Il résulte des considérants qui précèdent que le
recours doit être rejeté et la décision attaquée maintenue. Il n’y a en outre
pas lieu de percevoir de frais de justice ni d’allouer de dépens.
Dispositif
Par ces motifs
la Cour de droit administratif et public
du Tribunal cantonal
arrête:
I.
Le recours est rejeté.
II.
La décision du Service de prévoyance et d’aide
sociales du 16 mars 2009 est maintenue.
III.
Il n'est pas perçu de frais de justice ni alloué de
dépens.
Lausanne, le 29 décembre 2009
Le
président:
Le présent arrêt est communiqué aux destinataires de l'avis d'envoi
ci-joint.
Il peut faire
l'objet, dans les trente jours suivant sa notification, d'un recours au
Tribunal fédéral (Cours de droit social, Schweizerhofquai 6, 6004 Lucerne). Le
recours s'exerce conformément aux articles 40 ss et 95 ss de la loi du 17 juin
2005 sur le Tribunal fédéral (LTF - RS 173.110).

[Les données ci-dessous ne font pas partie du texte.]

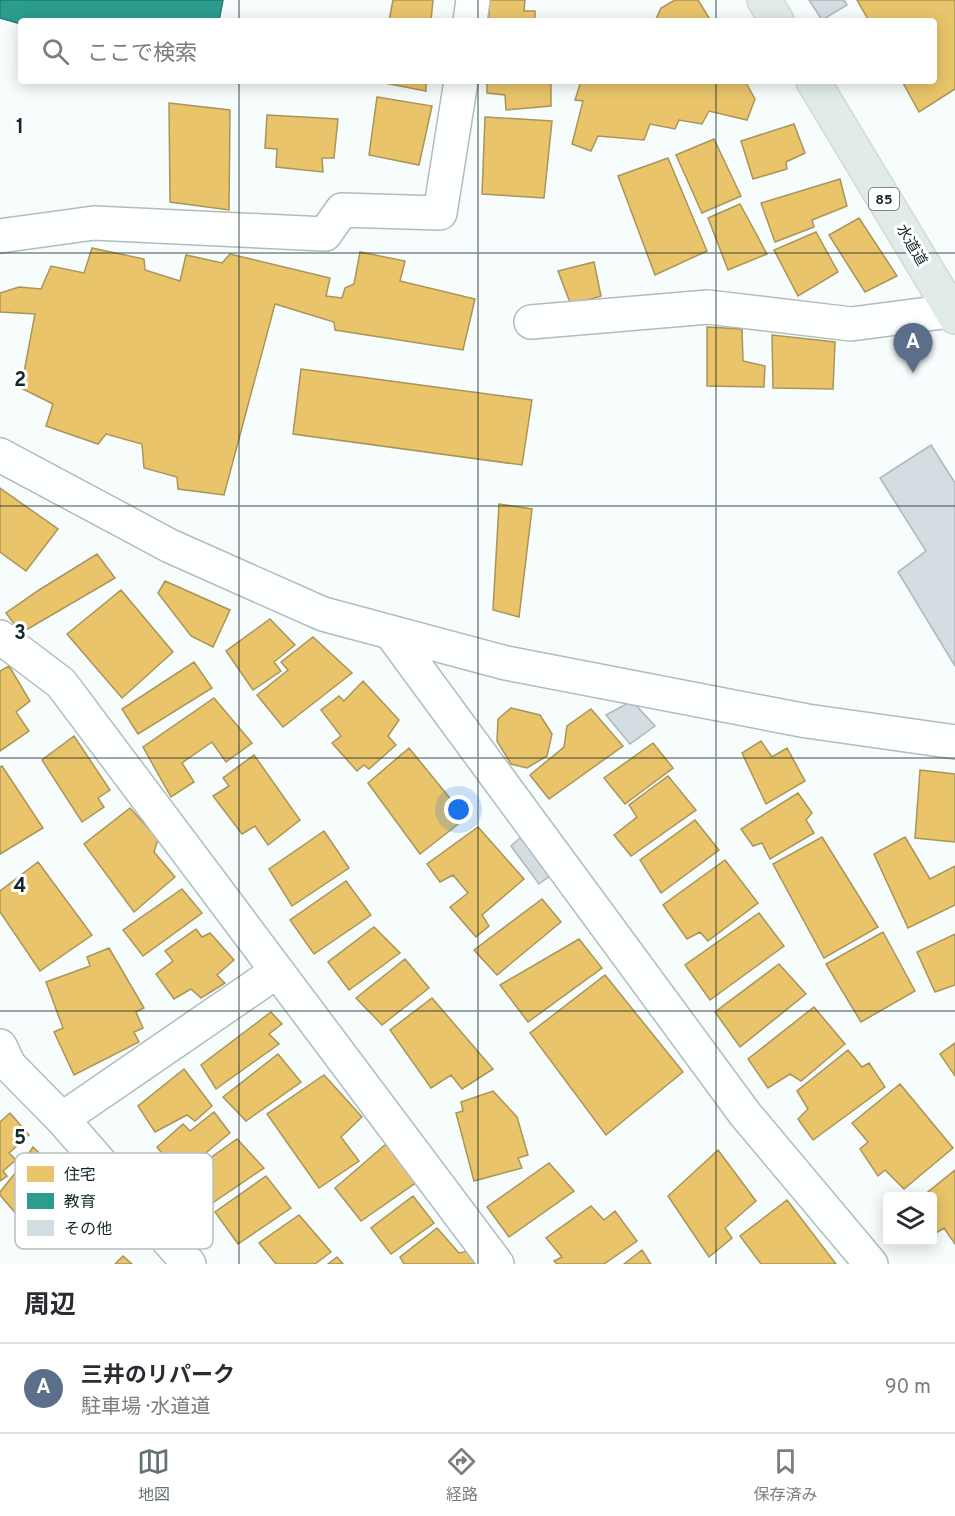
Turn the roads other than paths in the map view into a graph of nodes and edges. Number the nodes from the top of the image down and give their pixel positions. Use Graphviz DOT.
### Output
graph roads {
  1 [pos="473,0"];
  2 [pos="764,0"];
  3 [pos="470,18"];
  4 [pos="775,18"];
  5 [pos="461,84"];
  6 [pos="815,84"];
  7 [pos="0,236"];
  8 [pos="953,314"];
  9 [pos="531,322"];
  10 [pos="0,455"];
  11 [pos="392,633"];
  12 [pos="0,637"];
  13 [pos="955,742"];
  14 [pos="276,972"];
  15 [pos="0,1046"];
  16 [pos="62,1119"];
  17 [pos="92,1153"];
  18 [pos="176,1249"];
  19 [pos="189,1264"];
  20 [pos="497,1264"];
  21 [pos="871,1264"];
  1 -- 3 [label="street"];
  2 -- 4 [label="main road"];
  5 -- 7 [label="street"];
  6 -- 8 [label="main road, 水道道 / 85"];
  8 -- 9 [label="street"];
  10 -- 11 [label="street"];
  11 -- 13 [label="street"];
  11 -- 21 [label="street"];
  12 -- 14 [label="street"];
  14 -- 16 [label="street"];
  14 -- 20 [label="street"];
  15 -- 16 [label="street"];
  16 -- 17 [label="street"];
  18 -- 19 [label="street"];
}
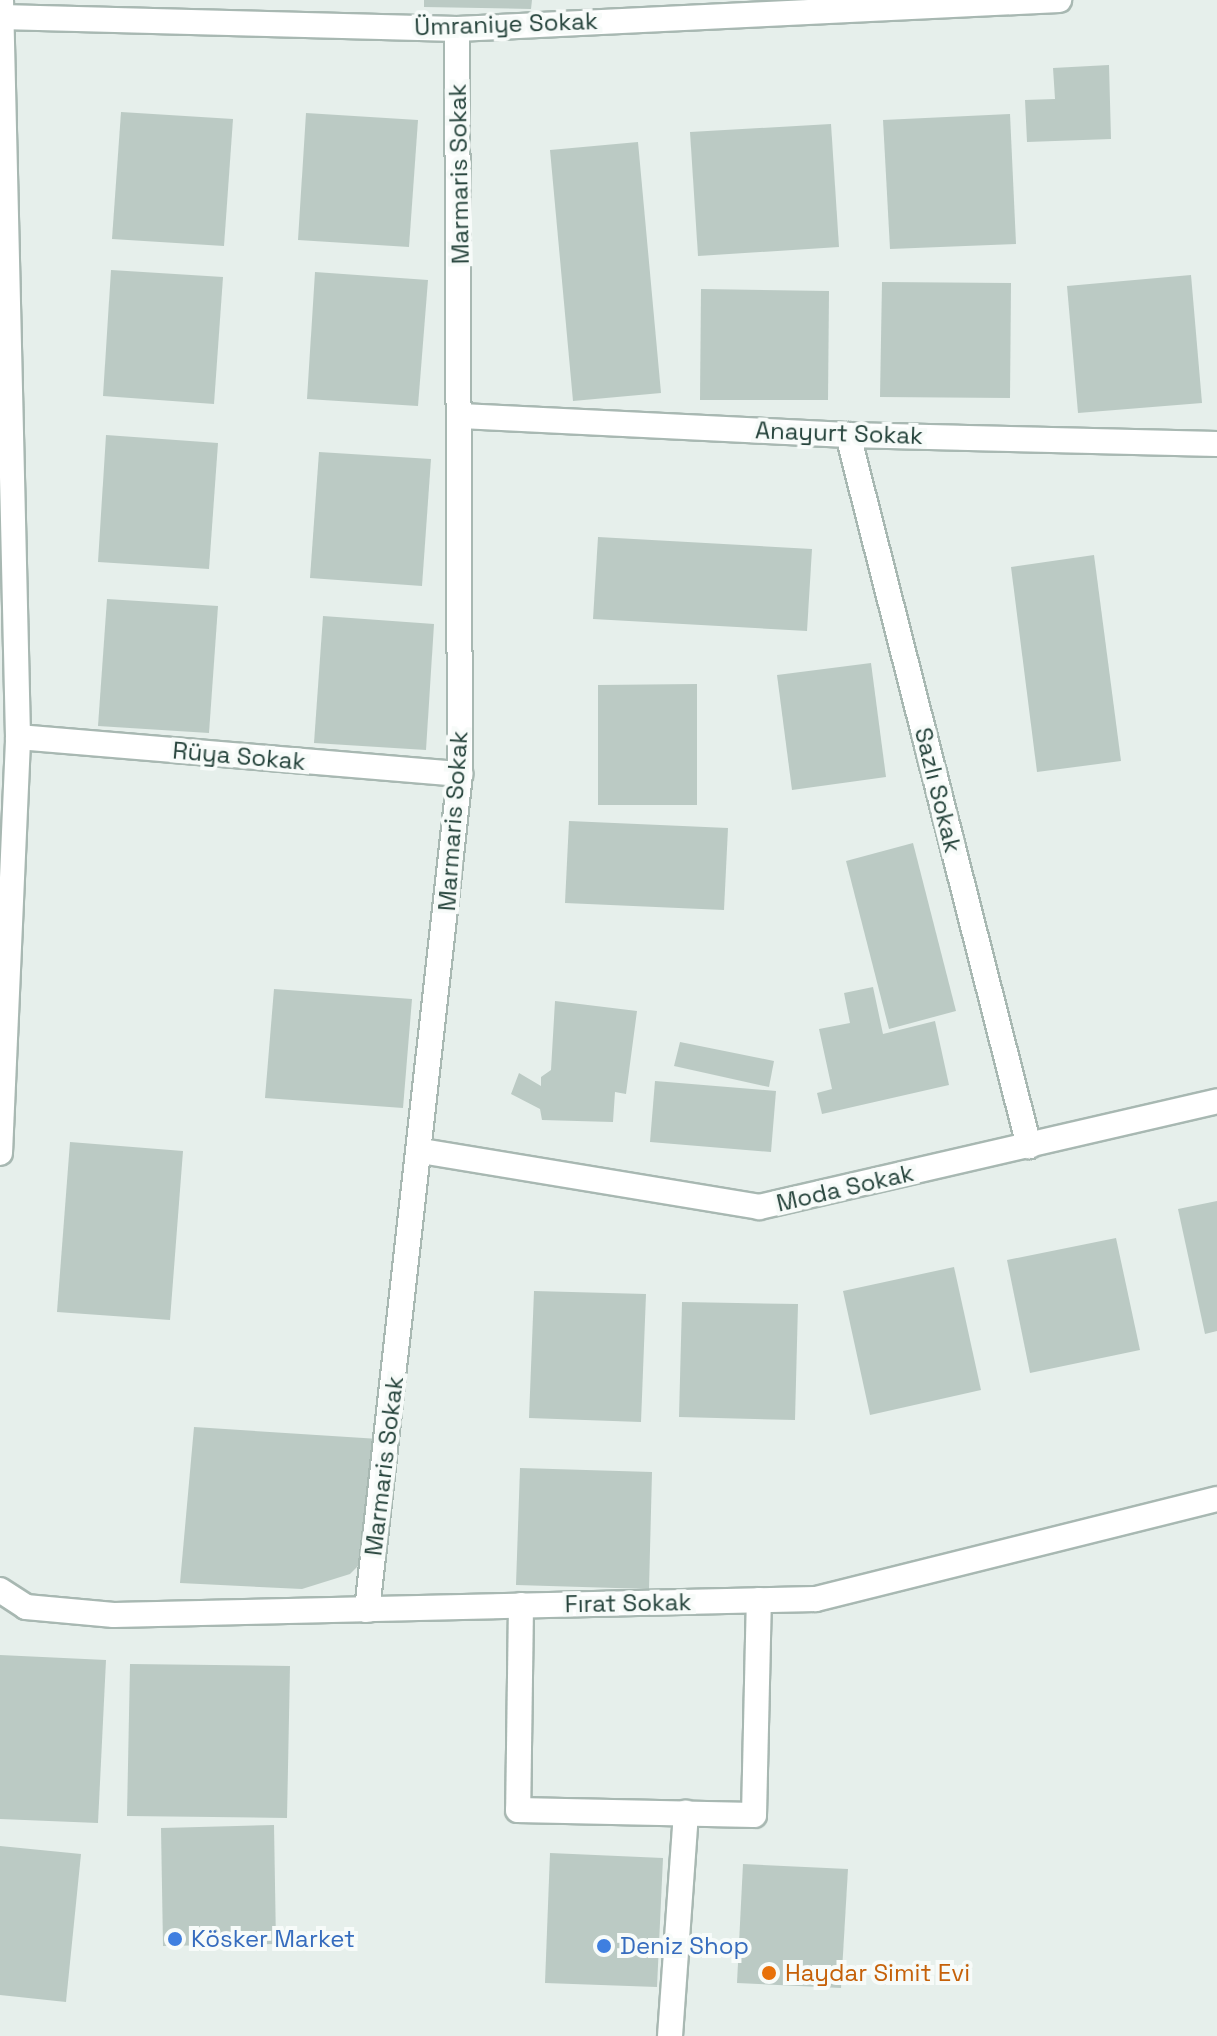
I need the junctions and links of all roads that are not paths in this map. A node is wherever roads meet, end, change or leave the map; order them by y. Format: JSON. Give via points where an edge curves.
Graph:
{"nodes":[{"id":1,"x":1,"y":0,"type":"edge"},
{"id":2,"x":1059,"y":0,"type":"edge"},
{"id":3,"x":1,"y":17,"type":"edge"},
{"id":4,"x":457,"y":29,"type":"junction"},
{"id":5,"x":461,"y":416,"type":"junction"},
{"id":6,"x":848,"y":435,"type":"junction"},
{"id":7,"x":1217,"y":444,"type":"edge"},
{"id":8,"x":18,"y":737,"type":"junction"},
{"id":9,"x":460,"y":774,"type":"junction"},
{"id":10,"x":1217,"y":1101,"type":"edge"},
{"id":11,"x":1029,"y":1146,"type":"junction"},
{"id":12,"x":422,"y":1151,"type":"junction"},
{"id":13,"x":0,"y":1153,"type":"edge"},
{"id":14,"x":1217,"y":1499,"type":"edge"},
{"id":15,"x":0,"y":1590,"type":"edge"},
{"id":16,"x":759,"y":1600,"type":"junction"},
{"id":17,"x":521,"y":1605,"type":"junction"},
{"id":18,"x":367,"y":1610,"type":"junction"},
{"id":19,"x":686,"y":1813,"type":"junction"},
{"id":20,"x":670,"y":2036,"type":"edge"}],
"edges":[{"from":1,"to":3,"type":"street"},
{"from":2,"to":4,"type":"street","name":"Ümraniye Sokak"},
{"from":3,"to":4,"type":"street","name":"Ümraniye Sokak"},
{"from":3,"to":8,"type":"street"},
{"from":4,"to":5,"type":"street","name":"Marmaris Sokak"},
{"from":5,"to":6,"type":"street","name":"Anayurt Sokak"},
{"from":5,"to":9,"type":"street","name":"Marmaris Sokak"},
{"from":6,"to":7,"type":"street","name":"Anayurt Sokak"},
{"from":6,"to":11,"type":"street","name":"Sazlı Sokak"},
{"from":8,"to":9,"type":"street","name":"Rüya Sokak"},
{"from":8,"to":13,"type":"street"},
{"from":9,"to":12,"type":"street","name":"Marmaris Sokak"},
{"from":10,"to":11,"type":"street","name":"Moda Sokak"},
{"from":11,"to":12,"type":"street","name":"Moda Sokak","via":[[759,1207]]},
{"from":12,"to":18,"type":"street","name":"Marmaris Sokak"},
{"from":14,"to":16,"type":"street","name":"Fırat Sokak","via":[[816,1599]]},
{"from":15,"to":18,"type":"street","name":"Fırat Sokak","via":[[26,1607],[114,1615]]},
{"from":16,"to":17,"type":"street","name":"Fırat Sokak"},
{"from":16,"to":19,"type":"street","via":[[754,1815]]},
{"from":17,"to":18,"type":"street","name":"Fırat Sokak"},
{"from":17,"to":19,"type":"street","via":[[518,1810]]},
{"from":19,"to":20,"type":"street"}]}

Il doit être rédigé dans une
langue officielle, indiquer les conclusions, les motifs et les moyens de
preuve, et être signé. Les motifs doivent exposer succinctement en quoi l’acte
attaqué viole le droit. Les pièces invoquées comme moyens de preuve doivent
être jointes au mémoire, pour autant qu’elles soient en mains de la partie; il
en va de même de la décision attaquée.